Chega um tempo em que não se diz mais: meu Deus.
Tempo de absoluta depuração.
Tempo em que não se diz mais: meu amor.
Porque o amor resultou inútil.
E os olhos não choram.
E as mãos tecem apenas o rude trabalho.
E o coração está seco.


Em vão mulheres batem à porta, não abrirás.
Ficaste sozinho, a luz apagou-se,
mas na sombra teus olhos resplandecem enormes.
És todo certeza, já não sabes sofrer.
E nada esperas de teus amigos.


Pouco importa venha a velhice, que é a velhice?
Teu ombros suportam o mundo
e ele não pesa mais que a mão de uma criança.
As guerras, as fomes, as discussões dentro dos edifícios
provam apenas que a vida prossegue
e nem todos se libertaram ainda.
Alguns, achando bárbaro o espetáculo,
prefeririam (os delicados) morrer.
Chegou um tempo em que não adianta morrer.
Chegou um tempo em que a vida é uma ordem.
A vida apenas, sem mistificação.
 

  Carlor Drummond de Andrade
 

              (Amor e seu Tempo)

        Amor é privilégio de maduros
         Estendidos na mais estreita cama,
         Que se torna a mais larga e mais relvosa,
         Roçando, em cada poro, o céu do corpo.

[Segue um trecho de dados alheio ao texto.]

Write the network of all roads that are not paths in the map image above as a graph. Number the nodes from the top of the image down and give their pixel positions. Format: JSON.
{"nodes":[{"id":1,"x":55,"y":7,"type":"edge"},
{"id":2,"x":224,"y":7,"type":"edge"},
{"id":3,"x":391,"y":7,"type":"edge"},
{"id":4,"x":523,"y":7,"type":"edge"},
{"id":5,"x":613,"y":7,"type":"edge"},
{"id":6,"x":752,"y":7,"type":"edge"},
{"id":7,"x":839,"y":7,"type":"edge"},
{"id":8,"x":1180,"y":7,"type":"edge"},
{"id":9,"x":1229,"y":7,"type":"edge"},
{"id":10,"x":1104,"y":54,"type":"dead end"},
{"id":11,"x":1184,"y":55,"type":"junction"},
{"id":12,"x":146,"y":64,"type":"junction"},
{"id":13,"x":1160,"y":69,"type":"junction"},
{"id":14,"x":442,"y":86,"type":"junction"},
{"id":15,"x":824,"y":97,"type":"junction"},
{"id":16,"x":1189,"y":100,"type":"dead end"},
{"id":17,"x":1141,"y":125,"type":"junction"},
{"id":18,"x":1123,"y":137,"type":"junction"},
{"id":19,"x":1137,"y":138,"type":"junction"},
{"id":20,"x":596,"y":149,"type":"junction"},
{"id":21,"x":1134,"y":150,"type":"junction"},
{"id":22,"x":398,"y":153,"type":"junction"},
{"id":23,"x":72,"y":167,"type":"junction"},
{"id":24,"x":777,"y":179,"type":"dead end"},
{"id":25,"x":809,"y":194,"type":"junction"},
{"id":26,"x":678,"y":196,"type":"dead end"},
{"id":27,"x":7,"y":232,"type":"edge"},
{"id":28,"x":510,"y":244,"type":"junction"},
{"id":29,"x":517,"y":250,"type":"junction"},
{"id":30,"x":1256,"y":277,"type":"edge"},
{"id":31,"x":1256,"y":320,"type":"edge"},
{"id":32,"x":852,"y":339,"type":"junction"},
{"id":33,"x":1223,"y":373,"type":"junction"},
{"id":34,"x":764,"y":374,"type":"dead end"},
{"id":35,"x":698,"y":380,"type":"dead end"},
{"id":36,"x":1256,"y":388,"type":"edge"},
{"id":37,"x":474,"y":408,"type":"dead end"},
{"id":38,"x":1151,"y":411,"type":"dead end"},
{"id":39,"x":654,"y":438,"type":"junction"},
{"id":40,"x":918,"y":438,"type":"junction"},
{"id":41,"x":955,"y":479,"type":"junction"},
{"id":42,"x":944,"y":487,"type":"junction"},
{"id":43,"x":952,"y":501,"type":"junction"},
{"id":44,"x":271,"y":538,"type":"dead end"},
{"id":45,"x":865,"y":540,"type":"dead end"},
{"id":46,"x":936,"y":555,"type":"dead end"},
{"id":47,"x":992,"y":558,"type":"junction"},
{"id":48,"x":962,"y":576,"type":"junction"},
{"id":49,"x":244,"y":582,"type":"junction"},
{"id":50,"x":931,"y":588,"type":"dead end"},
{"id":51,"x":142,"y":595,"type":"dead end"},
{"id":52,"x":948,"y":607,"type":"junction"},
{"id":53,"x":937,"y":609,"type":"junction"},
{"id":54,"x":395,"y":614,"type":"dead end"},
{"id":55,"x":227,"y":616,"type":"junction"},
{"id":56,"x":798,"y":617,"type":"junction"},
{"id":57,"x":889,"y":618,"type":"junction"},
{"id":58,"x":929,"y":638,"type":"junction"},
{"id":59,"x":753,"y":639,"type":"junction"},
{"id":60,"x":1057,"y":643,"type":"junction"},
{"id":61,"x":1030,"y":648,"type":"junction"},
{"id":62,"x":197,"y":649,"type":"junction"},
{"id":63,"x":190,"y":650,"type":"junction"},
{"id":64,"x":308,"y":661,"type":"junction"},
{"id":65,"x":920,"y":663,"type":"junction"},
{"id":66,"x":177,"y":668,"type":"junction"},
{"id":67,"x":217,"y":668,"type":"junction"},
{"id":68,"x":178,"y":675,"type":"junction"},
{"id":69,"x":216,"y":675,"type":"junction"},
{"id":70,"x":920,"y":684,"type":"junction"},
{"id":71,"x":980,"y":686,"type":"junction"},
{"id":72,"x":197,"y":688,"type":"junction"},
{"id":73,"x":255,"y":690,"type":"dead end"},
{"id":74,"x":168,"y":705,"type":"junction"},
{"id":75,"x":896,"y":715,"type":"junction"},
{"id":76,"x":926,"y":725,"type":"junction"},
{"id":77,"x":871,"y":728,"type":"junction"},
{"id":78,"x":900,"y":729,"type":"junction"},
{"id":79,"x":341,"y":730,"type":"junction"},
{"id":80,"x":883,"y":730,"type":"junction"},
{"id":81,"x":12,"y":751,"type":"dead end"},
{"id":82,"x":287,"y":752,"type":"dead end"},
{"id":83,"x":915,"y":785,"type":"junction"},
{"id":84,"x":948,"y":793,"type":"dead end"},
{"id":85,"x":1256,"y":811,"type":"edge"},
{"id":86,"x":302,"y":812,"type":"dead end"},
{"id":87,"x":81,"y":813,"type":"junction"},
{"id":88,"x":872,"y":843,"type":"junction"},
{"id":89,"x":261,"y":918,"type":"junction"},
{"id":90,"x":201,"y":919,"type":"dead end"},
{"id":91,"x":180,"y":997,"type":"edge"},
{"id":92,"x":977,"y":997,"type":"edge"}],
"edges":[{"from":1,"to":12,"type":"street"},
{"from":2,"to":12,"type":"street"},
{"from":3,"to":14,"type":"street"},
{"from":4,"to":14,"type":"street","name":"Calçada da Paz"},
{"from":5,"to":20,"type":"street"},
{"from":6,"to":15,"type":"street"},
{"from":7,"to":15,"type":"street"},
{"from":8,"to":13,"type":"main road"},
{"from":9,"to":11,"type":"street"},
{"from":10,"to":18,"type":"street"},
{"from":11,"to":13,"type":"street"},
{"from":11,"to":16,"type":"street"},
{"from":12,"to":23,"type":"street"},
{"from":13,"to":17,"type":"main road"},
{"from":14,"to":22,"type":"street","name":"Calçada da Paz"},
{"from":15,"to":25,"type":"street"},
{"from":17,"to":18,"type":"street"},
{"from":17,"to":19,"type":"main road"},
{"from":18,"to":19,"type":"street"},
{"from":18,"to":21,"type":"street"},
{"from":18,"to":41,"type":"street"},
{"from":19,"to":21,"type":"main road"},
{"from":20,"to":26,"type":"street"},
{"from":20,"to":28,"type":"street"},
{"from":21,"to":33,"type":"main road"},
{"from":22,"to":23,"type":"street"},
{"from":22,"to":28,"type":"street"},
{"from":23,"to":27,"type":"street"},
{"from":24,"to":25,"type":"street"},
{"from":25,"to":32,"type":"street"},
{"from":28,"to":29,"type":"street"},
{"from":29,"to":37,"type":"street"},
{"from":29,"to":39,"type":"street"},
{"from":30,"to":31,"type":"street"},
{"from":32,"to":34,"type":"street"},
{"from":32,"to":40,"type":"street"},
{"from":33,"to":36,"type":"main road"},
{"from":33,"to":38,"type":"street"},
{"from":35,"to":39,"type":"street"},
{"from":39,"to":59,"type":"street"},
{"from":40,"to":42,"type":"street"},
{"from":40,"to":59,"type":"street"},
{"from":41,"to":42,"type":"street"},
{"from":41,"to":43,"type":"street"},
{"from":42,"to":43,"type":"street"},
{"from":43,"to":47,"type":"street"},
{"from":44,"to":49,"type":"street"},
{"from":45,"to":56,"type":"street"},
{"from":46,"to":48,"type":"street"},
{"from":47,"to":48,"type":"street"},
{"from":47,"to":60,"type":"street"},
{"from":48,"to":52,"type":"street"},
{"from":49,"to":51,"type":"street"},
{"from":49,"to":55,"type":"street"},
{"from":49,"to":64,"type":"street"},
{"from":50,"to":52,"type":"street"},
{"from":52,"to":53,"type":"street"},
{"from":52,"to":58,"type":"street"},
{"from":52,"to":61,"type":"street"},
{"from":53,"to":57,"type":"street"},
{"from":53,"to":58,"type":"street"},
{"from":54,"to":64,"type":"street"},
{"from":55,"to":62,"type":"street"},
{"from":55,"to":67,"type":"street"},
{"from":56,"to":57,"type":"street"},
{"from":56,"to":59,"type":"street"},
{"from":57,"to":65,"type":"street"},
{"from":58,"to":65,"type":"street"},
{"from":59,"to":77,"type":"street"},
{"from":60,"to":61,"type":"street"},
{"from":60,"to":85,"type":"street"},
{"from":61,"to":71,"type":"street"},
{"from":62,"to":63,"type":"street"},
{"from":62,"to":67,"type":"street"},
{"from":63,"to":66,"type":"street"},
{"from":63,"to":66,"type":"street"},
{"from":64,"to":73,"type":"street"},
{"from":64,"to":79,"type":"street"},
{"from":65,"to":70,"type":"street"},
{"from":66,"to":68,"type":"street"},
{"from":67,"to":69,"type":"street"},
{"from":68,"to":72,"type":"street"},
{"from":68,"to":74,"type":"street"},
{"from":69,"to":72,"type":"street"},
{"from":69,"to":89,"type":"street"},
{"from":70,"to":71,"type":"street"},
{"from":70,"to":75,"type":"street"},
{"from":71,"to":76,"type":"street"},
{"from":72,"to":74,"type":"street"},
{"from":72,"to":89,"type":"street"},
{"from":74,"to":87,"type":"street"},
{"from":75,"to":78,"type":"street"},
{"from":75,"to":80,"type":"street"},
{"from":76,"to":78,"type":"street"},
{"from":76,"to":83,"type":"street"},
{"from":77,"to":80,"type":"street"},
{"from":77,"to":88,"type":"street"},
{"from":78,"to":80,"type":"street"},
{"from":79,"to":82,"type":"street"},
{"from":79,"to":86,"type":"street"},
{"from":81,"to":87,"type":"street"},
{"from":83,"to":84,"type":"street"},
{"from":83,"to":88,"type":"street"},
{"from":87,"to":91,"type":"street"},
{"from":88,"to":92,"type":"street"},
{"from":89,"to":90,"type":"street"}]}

         É isto, amor: o ganho não previsto,
         O prêmio subterrâneo e coruscante,
         Leitura de relâmpago cifrado,
         Que, decifrado, nada mais existe

         Valendo a pena e o preço do terrestre,
         Salvo o minuto de ouro no relógio
         Minúsculo, vibrando no crepúsculo.

         Amor é o que se aprende no limite,
         Depois de se arquivar toda a ciência
         Herdada, ouvida. amor começa tarde.